The New Albany formation consists of brown, black, and green shale with minor beds of dolomite and sandstone. It was deposited under anoxic marine conditions. Pyrite is a common accessory mineral, and parts of the shale have greater than 4% by weight of organic carbon. The black shale layers have anomalously high radioactivity (due to uranium), phosphorus, and heavy metals. The formation was named for outcrops near New Albany, Indiana. It is one of a number of organic-rich shales of upper Devonian and lower Mississippian age in North America. It is correlative with the Antrim Shale of the Michigan Basin, the Ohio Shale of Ohio and eastern Kentucky, and the Chattanooga Shale of Tennessee and central Kentucky.

The formation is composed of six members. These members in ascending stratigraphic order are the Blocher, the Selmier, the Morgan Trail, the Camp Run, the Clegg Creek and the Ellsworth. The Blocher consists of brownish-black to grayish-black, slightly calcareous pyritic shale.
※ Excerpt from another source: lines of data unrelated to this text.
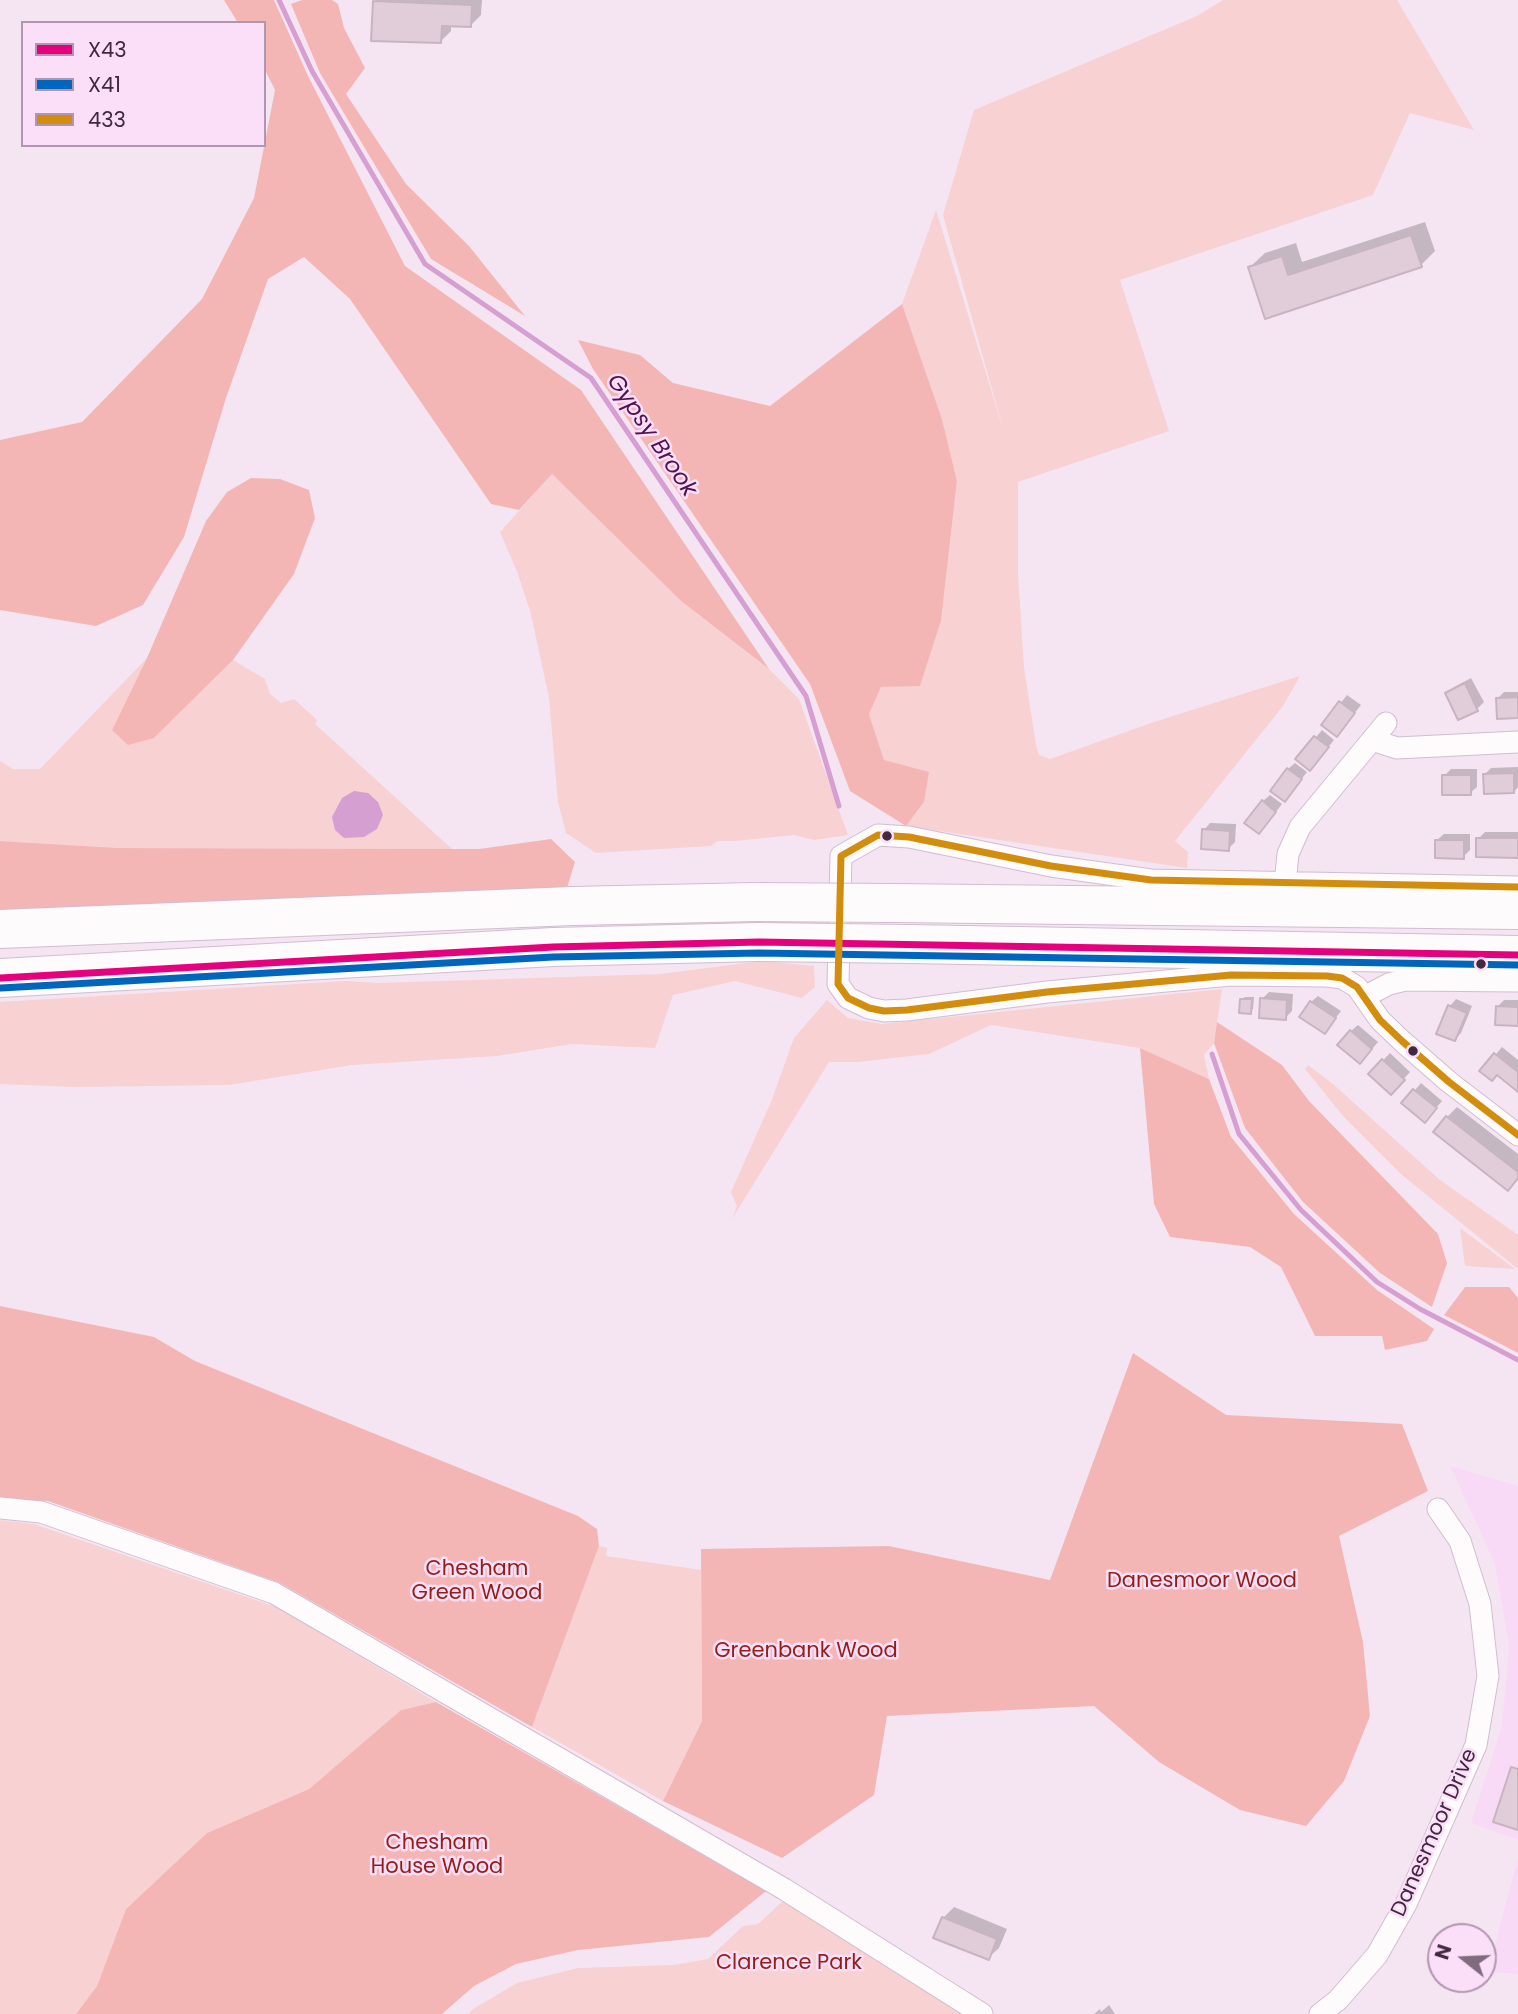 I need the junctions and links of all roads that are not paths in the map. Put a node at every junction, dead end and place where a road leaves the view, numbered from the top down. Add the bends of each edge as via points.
1 (1386, 723) dead end
2 (1372, 740) junction
3 (1518, 743) edge
4 (1285, 884) junction
5 (1518, 887) edge
6 (1518, 910) edge
7 (0, 929) edge
8 (1518, 956) edge
9 (0, 978) edge
10 (1518, 981) edge
11 (1364, 997) junction
12 (1518, 1135) edge
13 (0, 1508) edge
14 (1438, 1509) dead end
15 (1345, 2007) edge
16 (982, 2014) edge
17 (1320, 2014) edge

1 - 2 street
2 - 3 street via 1397,748
2 - 4 street via 1300,827 1287,855
4 - 5 street
4 - 11 street via 1151,880 878,835 841,856 838,984 848,998 884,1011 1231,975 1342,978
6 - 7 highway, bridge via 755,902
8 - 9 highway, bridge via 759,943 553,947
10 - 11 street via 1405,980
11 - 12 street via 1402,1041
13 - 16 street via 41,1512 274,1593 784,1889
14 - 15 street, Danesmoor Drive via 1460,1541 1480,1604 1488,1676 1476,1745 1406,1904
15 - 17 street, Danesmoor Drive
The Selmier is a greenish-gray to olive-gray shale. The Morgan Trail is a brownish-black to olive-black fissile siliceous pyritic shale. The Camp Run is a greenish-gray to olive-gray shale interbedded with brownish-black shale. The Clegg Creek is a brownish black pyritic shale that is rich in organic matter. The Ellsworth is composed of a lower part of interbedded brownish-black shale and an upper part of greenish-gray shale.

==Natural resources==
Natural gas is produced from wells completed in the New Albany Shale in the southern part of the basin in Indiana and western Kentucky. As of 2001, technically recoverable shale gas in the New Albany was estimated to be between 1.9 and 19.2 trillion cubic feet. More recently reserves have been estimated as high as 160 trillion cubic feet.
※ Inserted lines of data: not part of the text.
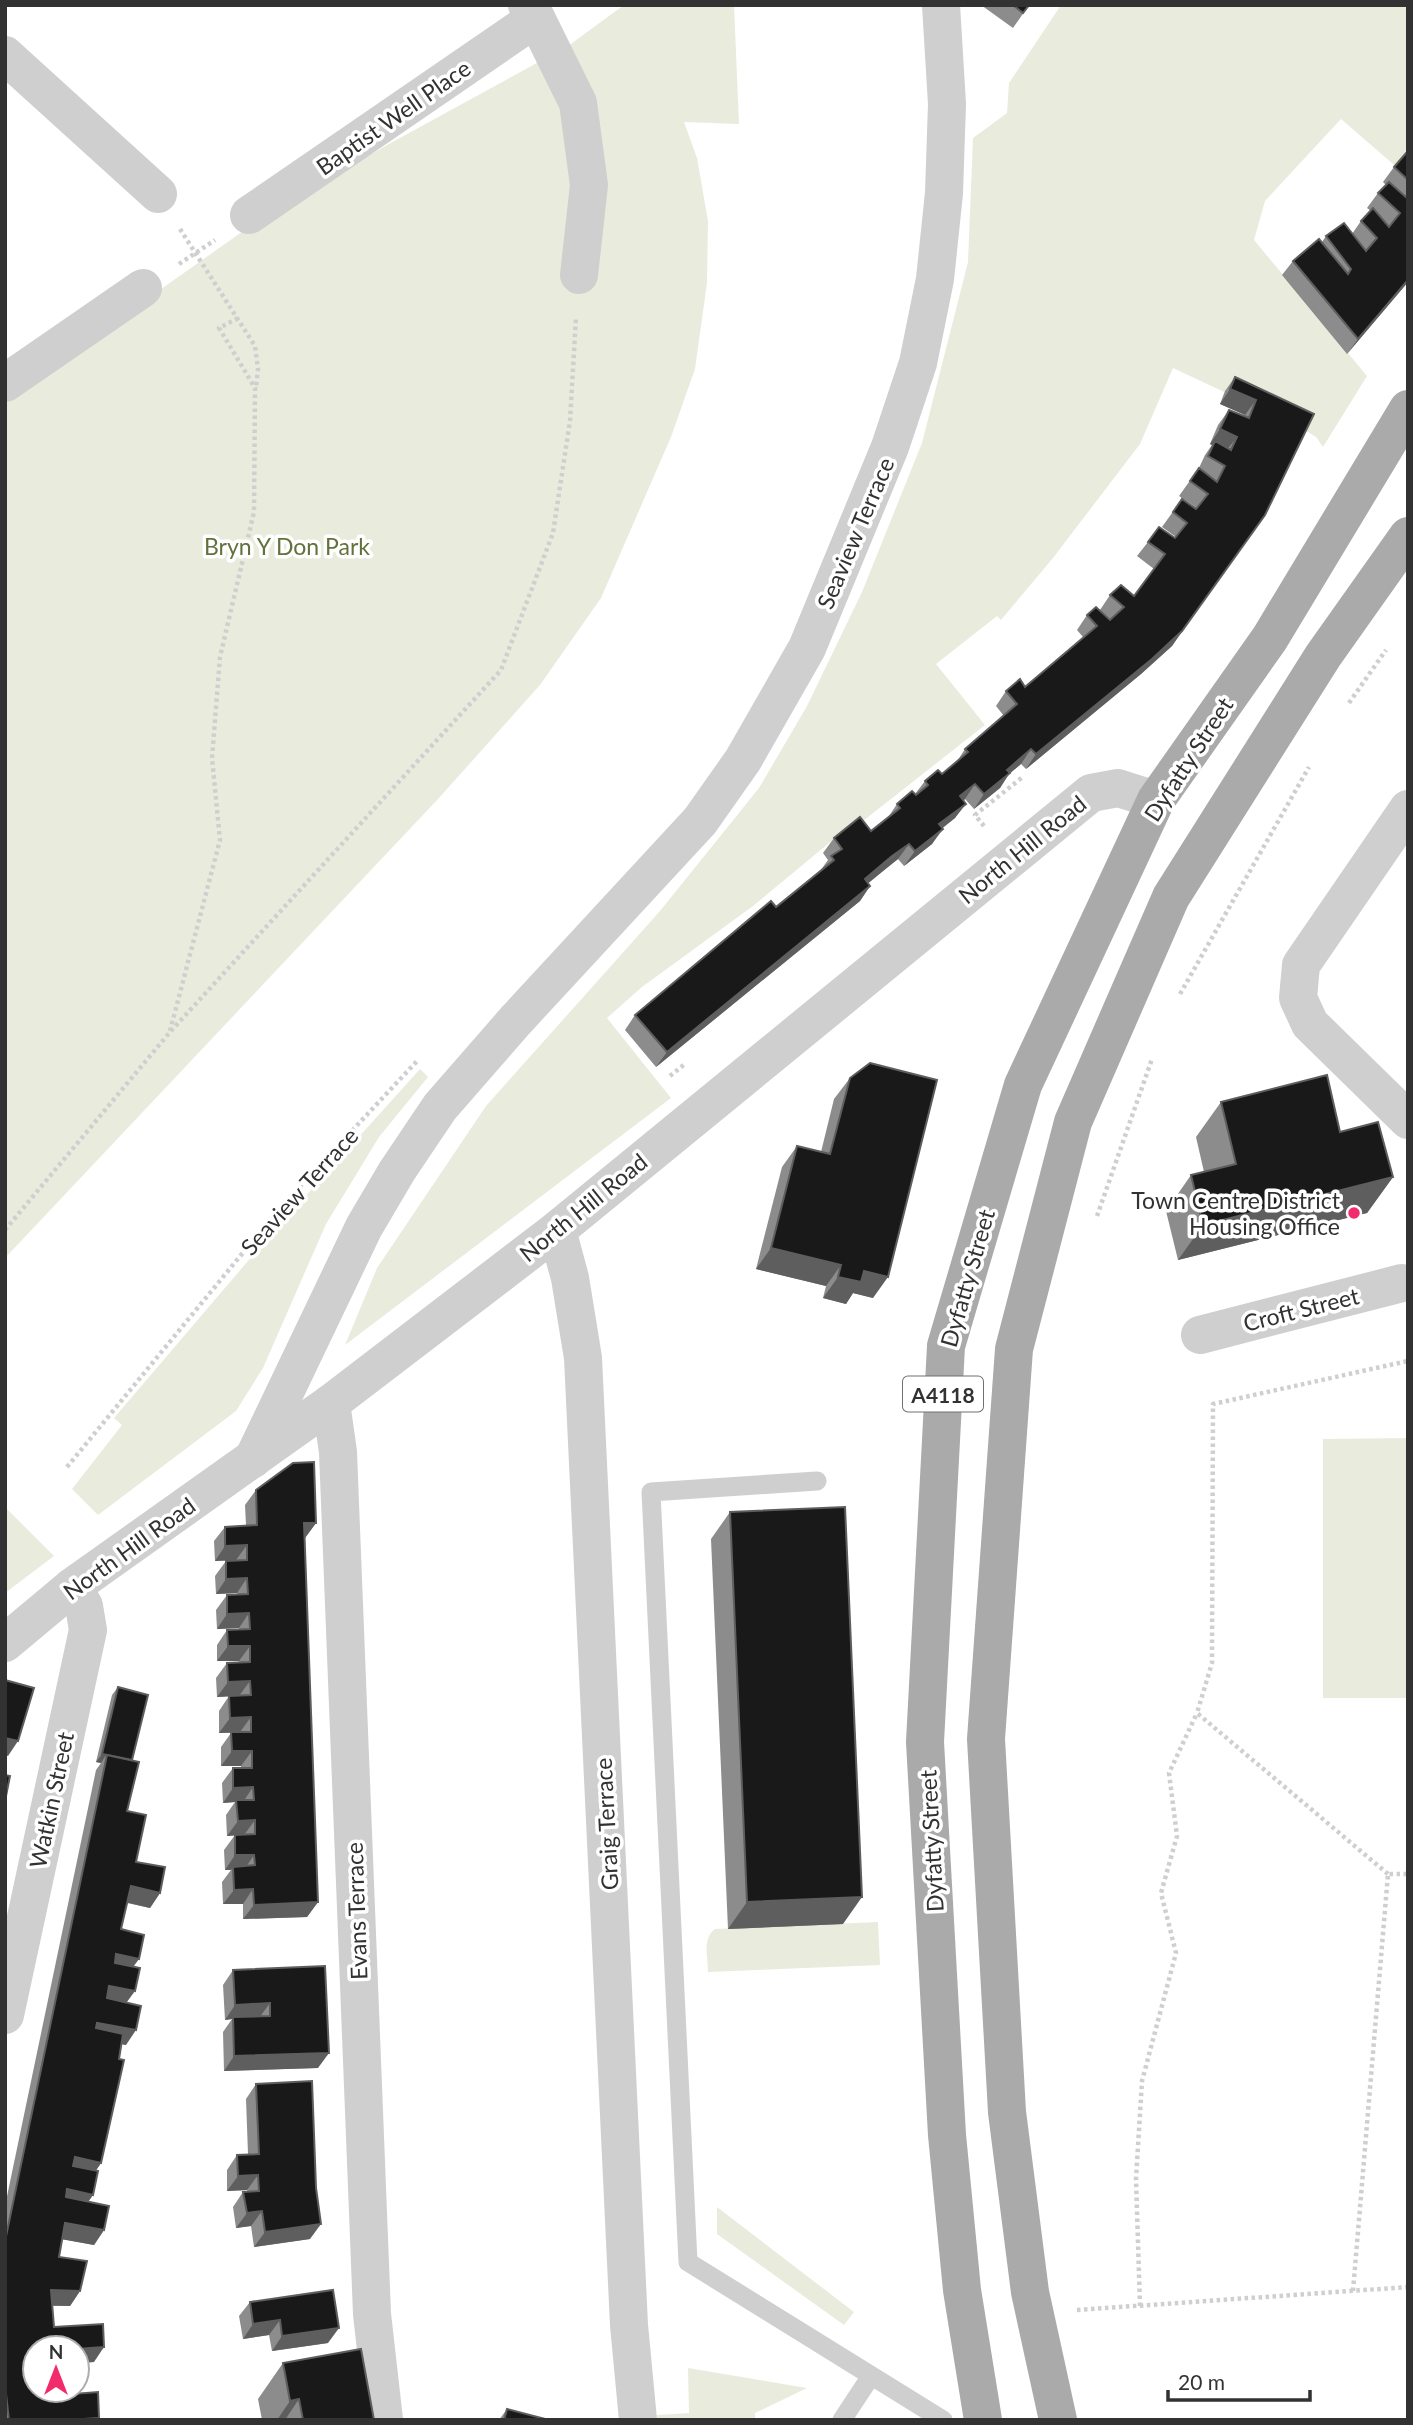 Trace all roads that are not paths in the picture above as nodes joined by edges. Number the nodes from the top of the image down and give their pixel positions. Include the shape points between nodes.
1 (941, 5) edge
2 (531, 12) edge
3 (5, 55) edge
4 (158, 194) road end
5 (250, 215) road end
6 (579, 275) road end
7 (143, 288) road end
8 (5, 383) edge
9 (1408, 409) edge
10 (1408, 536) edge
11 (1156, 800) junction
12 (1408, 809) edge
13 (1408, 1120) edge
14 (557, 1230) junction
15 (1406, 1286) edge
16 (1200, 1335) dead end
17 (331, 1402) junction
18 (253, 1459) junction
19 (817, 1481) dead end
20 (72, 1587) junction
21 (5, 1643) edge
22 (5, 2015) edge
23 (871, 2376) junction
24 (384, 2420) edge
25 (638, 2420) edge
26 (842, 2420) edge
27 (943, 2420) edge
28 (982, 2420) edge
29 (1058, 2420) edge

1 - 18 street, Seaview Terrace via 947,104 944,193 935,279 918,363 890,447 807,648 743,760 700,821 440,1107 364,1227
2 - 5 street, Baptist Well Place
2 - 6 street via 578,103 589,185
3 - 4 street
7 - 8 street
9 - 11 main road, Dyfatty Street / A4118 via 1270,638
10 - 29 main road, A4118 via 1323,656 1171,897 1073,1122 1014,1349 986,1739 1007,2112 1030,2292
11 - 14 street, North Hill Road via 1118,788 1091,793
11 - 28 main road, Dyfatty Street / A4118 via 1023,1085 946,1346 925,1742 947,2135 962,2290
12 - 13 street via 1301,965 1298,998 1310,1024
14 - 17 street, North Hill Road
14 - 25 street, Graig Terrace via 583,1357 629,2325
15 - 16 street, Croft Street
17 - 18 street, North Hill Road
17 - 24 street, Evans Terrace via 338,1452 372,2314
18 - 20 street, North Hill Road
19 - 23 lane via 651,1492 688,2262
20 - 21 street, North Hill Road
20 - 22 street, Watkin Street via 84,1606 88,1630
23 - 26 lane
23 - 27 lane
The New Albany Shale is also a major deposit of oil shale. The Eastern Devonian shale has been estimated to contain 189,000 10^{6} bbls of oil.

The formation is also thought to be the source rock of petroleum found in Devonian and Silurian formations in the basin. It is hypothesized that the long-distance migration of oil from the New Albany Shale into surrounding sandstones was caused by orogenies occurring to the east. These orogenies caused periods of uplift and subsidence that influenced movement of the hydrocarbons in the Illinois Basin.